Домены и профили

Выбор домена и подсемейства

Из PFam я выбрала домен PF17106 - Sigma domain on NACHT-NTPases ( сигма-домен NACHT-NTP-азы). Некоторая информация об этом домене:

  • ID: NACHT_sigma
  • AC: PF17106
  • seed: 33
  • Uniprot: 475
  • full: 180
  • Domain architectures: 83

Я выбрала подсемейство белков, содержащих два домена: SesA и NACHT_sigma (B6HH10). SesA - PF17107, N-terminal domain on NACHT_NTPase and P-loop NTPases. Функция подсемейства неизвестна. Всего белков с такой архитектурой 156. Сначала в белках идет домен SesA, затем NACHT_sigma.

Далее я выровняла последовательнсти подсемейства в Jalview. С помощью Remove redundancy я удалила последовательности с порогом 90%. Осталось 113 последовательности. Выравнивала я с помощью Mafft. Оказалось, что есть 6 последовательности, которые плохо выровнялись с остальными (у них есть последовательность между очень консервативными участками), поэтому я их удалила. Итого осталось выравнивание из 107 белков, которое можно скачать ниже:

Создание HMM профиля

Далее я построила HMM-профиль с помощью следующих команд:

hmm2build hmmout pr11_for_hmm.fa
hmm2calibrate hmmout
hmm2search --cpu=1 hmmout pr11_full.fasta > hmm_results.txt

Анализ HMM-профиля

Для обработки результатов сначала пришлось обработать в Excel таблицу с результатами hnn_results.txt, так как в ней плохо настроена табуляция. Таблица, которая нужна для обработки, находится в файле hmm_out.txt . Ссылки на все файлы ниже:

Вся обработка была выполнена в блокноте в коллабе (ссылка тут). Гистограммы весов и длин белков:

Рис 1: Гистограмма распределения весов. Видно два крупных интервала, но за порог, очевидно, нужно брать положительное значение. По графику видно, что пороговым можно считать значение 200
Рис 2: Распределение длин белков (из full, в которых алгоритм нашел мотив). Есть сильные выбросы (белки, по длине сильно превышающие остальные)
Рис 3: Более внятная гистограмма для длин белков, без выбросов.

К таблице с помощью скрипта были добавлены 2 колонки: 'Has domain architecture' и 'Was used for HMM-profile', значения в столбцах 0 (нет) и 1 (да).

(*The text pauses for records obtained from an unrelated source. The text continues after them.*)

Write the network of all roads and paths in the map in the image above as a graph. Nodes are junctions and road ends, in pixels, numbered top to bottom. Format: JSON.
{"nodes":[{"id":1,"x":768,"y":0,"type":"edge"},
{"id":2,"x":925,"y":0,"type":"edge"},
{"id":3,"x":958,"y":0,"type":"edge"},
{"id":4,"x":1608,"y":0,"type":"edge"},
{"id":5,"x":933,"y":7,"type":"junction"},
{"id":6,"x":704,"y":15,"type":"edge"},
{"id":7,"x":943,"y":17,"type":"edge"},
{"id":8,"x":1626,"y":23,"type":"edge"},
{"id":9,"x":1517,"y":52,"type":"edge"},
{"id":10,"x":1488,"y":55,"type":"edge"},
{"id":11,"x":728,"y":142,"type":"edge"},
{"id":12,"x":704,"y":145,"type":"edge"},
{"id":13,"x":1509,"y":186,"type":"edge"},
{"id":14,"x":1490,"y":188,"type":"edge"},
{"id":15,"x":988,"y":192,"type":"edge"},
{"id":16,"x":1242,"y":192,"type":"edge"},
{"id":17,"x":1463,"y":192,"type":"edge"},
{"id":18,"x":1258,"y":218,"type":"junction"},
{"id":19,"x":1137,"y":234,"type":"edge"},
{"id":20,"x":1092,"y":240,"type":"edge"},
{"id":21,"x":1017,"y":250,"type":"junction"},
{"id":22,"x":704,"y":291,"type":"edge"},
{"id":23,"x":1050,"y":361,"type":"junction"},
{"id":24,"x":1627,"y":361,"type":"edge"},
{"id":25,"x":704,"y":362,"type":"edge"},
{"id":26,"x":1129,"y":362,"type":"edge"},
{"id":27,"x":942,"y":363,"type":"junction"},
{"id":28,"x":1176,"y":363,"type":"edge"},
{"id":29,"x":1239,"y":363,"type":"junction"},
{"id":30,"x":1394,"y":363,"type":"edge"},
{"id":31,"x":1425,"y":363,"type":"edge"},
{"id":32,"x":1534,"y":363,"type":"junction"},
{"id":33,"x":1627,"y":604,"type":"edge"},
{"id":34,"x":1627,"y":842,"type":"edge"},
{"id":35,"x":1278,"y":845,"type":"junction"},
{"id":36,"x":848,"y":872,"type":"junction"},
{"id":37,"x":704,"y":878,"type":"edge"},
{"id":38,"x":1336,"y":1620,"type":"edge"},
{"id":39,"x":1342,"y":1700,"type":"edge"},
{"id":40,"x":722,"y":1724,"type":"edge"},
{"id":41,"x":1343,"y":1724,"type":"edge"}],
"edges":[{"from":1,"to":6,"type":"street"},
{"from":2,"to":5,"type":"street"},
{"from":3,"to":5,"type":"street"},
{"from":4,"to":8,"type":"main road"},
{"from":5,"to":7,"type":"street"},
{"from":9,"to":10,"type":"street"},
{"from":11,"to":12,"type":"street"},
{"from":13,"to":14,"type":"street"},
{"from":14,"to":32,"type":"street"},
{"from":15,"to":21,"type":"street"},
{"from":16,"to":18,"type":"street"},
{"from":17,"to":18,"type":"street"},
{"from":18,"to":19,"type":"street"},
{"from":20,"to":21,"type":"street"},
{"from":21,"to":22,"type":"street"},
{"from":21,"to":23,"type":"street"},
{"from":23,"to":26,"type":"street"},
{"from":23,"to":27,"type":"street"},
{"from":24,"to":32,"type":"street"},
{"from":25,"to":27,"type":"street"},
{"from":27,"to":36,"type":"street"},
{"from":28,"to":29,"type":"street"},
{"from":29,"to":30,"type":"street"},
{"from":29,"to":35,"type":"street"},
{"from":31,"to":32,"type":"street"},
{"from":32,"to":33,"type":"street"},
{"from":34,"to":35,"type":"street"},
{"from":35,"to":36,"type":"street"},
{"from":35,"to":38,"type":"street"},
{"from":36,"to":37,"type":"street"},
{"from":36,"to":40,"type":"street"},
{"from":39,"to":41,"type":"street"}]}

Домен нашелся в 168 последовательностях из 180 (из выборки full). Я добавила в таблицу последовательности, не вошедшие в hmm_results.txt, значения в строках для этих белков все проставлены как NaN, так как здесь 0 и отсутствие значения - разные вещи. Для построения ROC-curve и F1 я использовала все тот же скрипт.

Рис 4: ROC-curve
Рис 5: F1

Оптимальное соотношение специфичности и чувствительности по графику ROC: чувствительность 98.5%, специфичность = 97.1% . Также по графику можно сказать, что ROC-AUC score большой, то есть модель хорошо распознает домен NACHT_sigma в белках.

Что касается графика зависимости F1 от веса, то можно сказать, что пик наблюдается при весе 200 (как я и выбрала на гистограмме весов). Затем параметр F1 начинает падать.

то есть порог веса установим равным 200!